Anne-Marie Duff stars in Ben Power’s adaptation of D H Lawrence’s trilogy
When Peter Gill directed the D H Lawrence trilogy at the Royal Court in 1968, the plays, unperformed in the novelist’s lifetime, were unknown. They were revealed as the first authentic working class plays on the English stage and Christopher Hampton said that Lawrence was now seen to be the only interesting British dramatist of the early twentieth century.
The three plays – A Collier’s Friday Night, The Daughter-in-Law and The Widowing of Mrs Holroyd, the second two the strongest – occasionally pop up in regional or fringe productions, but adaptor Ben Power and director Marianne Elliott do a great service in restoring them to the National, even if the rhythm and individual atmosphere of each play is sacrificed in the anthology format.
Each play is isolated in its own space on a slightly raised platform: a table, a few chairs, crockery. Imaginary doors are knocked on with sound effects, imaginary coats and shawls donned with a gyratory, wiggly mime, but the playing is rough-cast, inflamed, Nottinghamshire accented.
The plays, heavily cut, are interleaved in a three-hour playing time, with characters from each one exchanging brief greeting on the streets, to formulate Lawrence’s Eastwood mining community. At one point, Anne-Marie Duff‘s worn-down but still seraphic Lizzie Holroyd over-hears a thumping, vicious argument between the Lamberts (Julia Ford and Lloyd Hutchinson) next door. Their bookish son, Ernest (Johnny Gibbon) – he’s had an asparagus omelette, fancy, and heard that Swinburne’s dead – recites a poem while Lizzie smokes a cigarette in a moonlit tree.
Elliott and movement director Scott Graham challenge the Gill-like austerity staging ideal for these plays. The three women writhe, modern-dance style, on their respective tables, Martin Marquez‘s drunken horror of a Holroyd husband staggers around like a comic mime and there’s a low hum of foreboding (sound by Ian Dickinson) before the disaster at the colliery. This gradual accumulation of operatic effect pays off in the final simultaneous scenes of body washing: one ritual marks the end of a life, the other the sensual renewal of a marriage.
There are, though, many minutes of inertia on Bunny Christie‘s open-plan set (each family has its surname stencilled across the floor) while Lucy Carter’s lighting focuses on the action elsewhere.
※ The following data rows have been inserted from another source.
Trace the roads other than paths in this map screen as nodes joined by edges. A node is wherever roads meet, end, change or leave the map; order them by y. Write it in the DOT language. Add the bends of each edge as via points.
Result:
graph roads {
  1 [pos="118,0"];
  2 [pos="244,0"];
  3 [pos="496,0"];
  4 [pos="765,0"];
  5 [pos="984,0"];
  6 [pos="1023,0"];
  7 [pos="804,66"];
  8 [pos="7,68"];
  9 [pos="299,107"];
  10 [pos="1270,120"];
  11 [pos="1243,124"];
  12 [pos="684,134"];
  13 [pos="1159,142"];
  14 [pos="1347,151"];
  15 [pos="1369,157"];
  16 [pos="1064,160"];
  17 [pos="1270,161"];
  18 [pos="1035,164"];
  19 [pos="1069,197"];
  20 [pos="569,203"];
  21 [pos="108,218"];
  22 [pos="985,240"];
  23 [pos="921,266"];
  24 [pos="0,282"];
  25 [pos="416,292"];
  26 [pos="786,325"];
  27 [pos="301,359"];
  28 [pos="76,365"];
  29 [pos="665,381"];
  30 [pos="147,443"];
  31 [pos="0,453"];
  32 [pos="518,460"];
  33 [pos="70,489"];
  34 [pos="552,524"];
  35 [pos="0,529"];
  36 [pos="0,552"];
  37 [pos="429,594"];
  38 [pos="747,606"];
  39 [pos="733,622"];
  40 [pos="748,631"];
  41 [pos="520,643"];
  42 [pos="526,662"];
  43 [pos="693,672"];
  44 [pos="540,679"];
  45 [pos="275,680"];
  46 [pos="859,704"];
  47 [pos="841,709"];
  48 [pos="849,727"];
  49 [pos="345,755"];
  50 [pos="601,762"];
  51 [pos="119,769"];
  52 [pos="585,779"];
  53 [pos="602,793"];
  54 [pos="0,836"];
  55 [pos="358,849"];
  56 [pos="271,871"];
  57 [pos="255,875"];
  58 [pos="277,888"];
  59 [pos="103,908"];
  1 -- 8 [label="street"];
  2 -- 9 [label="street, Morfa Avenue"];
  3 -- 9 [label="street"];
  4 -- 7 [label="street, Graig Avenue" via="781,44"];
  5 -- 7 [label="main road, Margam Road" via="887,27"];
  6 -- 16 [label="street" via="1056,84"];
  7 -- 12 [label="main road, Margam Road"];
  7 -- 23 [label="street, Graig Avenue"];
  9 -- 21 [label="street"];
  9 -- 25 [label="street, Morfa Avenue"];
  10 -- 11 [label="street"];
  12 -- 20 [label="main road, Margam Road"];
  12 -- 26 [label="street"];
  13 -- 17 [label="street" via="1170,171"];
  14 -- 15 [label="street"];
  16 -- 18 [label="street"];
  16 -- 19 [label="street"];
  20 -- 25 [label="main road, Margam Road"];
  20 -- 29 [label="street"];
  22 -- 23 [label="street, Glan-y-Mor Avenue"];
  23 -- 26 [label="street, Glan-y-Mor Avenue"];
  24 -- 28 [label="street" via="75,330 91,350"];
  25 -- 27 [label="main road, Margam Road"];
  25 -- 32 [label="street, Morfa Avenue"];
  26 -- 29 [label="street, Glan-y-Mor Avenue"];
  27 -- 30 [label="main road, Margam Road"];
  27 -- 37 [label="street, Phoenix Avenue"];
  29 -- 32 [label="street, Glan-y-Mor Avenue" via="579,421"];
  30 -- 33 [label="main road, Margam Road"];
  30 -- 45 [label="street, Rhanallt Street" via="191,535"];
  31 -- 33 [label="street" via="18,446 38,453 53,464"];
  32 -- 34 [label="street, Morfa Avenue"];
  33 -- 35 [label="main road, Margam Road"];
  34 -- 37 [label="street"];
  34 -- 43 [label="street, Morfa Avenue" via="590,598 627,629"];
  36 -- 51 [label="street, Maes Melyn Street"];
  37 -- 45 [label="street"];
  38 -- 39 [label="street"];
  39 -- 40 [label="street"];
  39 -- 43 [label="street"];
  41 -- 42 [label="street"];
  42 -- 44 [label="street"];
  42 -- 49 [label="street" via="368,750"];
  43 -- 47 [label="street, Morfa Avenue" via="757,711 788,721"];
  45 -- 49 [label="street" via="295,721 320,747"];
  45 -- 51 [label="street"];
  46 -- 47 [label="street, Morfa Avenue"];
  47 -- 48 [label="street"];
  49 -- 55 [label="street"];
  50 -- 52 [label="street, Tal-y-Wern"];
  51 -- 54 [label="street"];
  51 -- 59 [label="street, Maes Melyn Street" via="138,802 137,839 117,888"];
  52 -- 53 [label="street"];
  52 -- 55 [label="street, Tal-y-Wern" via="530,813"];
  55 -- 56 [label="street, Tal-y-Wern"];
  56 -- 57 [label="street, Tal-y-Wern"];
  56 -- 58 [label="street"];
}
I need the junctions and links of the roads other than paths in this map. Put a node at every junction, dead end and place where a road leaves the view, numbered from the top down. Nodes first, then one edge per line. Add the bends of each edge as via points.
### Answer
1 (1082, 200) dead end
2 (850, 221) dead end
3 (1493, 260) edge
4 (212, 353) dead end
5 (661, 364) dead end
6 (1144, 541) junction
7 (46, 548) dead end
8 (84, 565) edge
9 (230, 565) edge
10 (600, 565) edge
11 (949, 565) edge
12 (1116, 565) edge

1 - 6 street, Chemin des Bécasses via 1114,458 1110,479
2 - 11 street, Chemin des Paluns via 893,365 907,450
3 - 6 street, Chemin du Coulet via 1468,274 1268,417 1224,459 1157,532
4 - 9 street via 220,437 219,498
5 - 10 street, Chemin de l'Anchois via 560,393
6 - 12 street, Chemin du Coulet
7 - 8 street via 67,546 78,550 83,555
A truly great, immersive production in the manner of, say, Peter Stein doing Chekhov, would have been fully integrated and genuinely continuous in real time… and bigger.
The tautest play, The Daughter-in-Law, contains the most intense performances, those of Susan Brown as the distraught mother of a newly married miner, Luther Gascoigne (Joe Armstrong, the splendidly spit image of his dad, Alun), who has made another girl pregnant; and of Louise Brealey as his wife, Minnie, the moral spine of the show, and its heart, along with Duff and Ford, both superb.
Mrs Holroyd is comforted only by Philip McGinley‘s upright electrician, but their spark is ironically extinguished by the possibility of ignition, the tragic centre of the production. Lawrence himself took the more obvious title for this theatrical synthesis in his great novel Sons and Lovers (brilliantly adapted for television in the 1980s by Trevor Griffiths), but the husbands here are drunken, misogynist anti-heroes, their cruelty a beautifully weighted concern for Lawrence and a daily test of their wives’ endurance, forbearance and, yes, love.
Husbands and Sons runs in the Dorfman, National Theatre until 10 February 2016.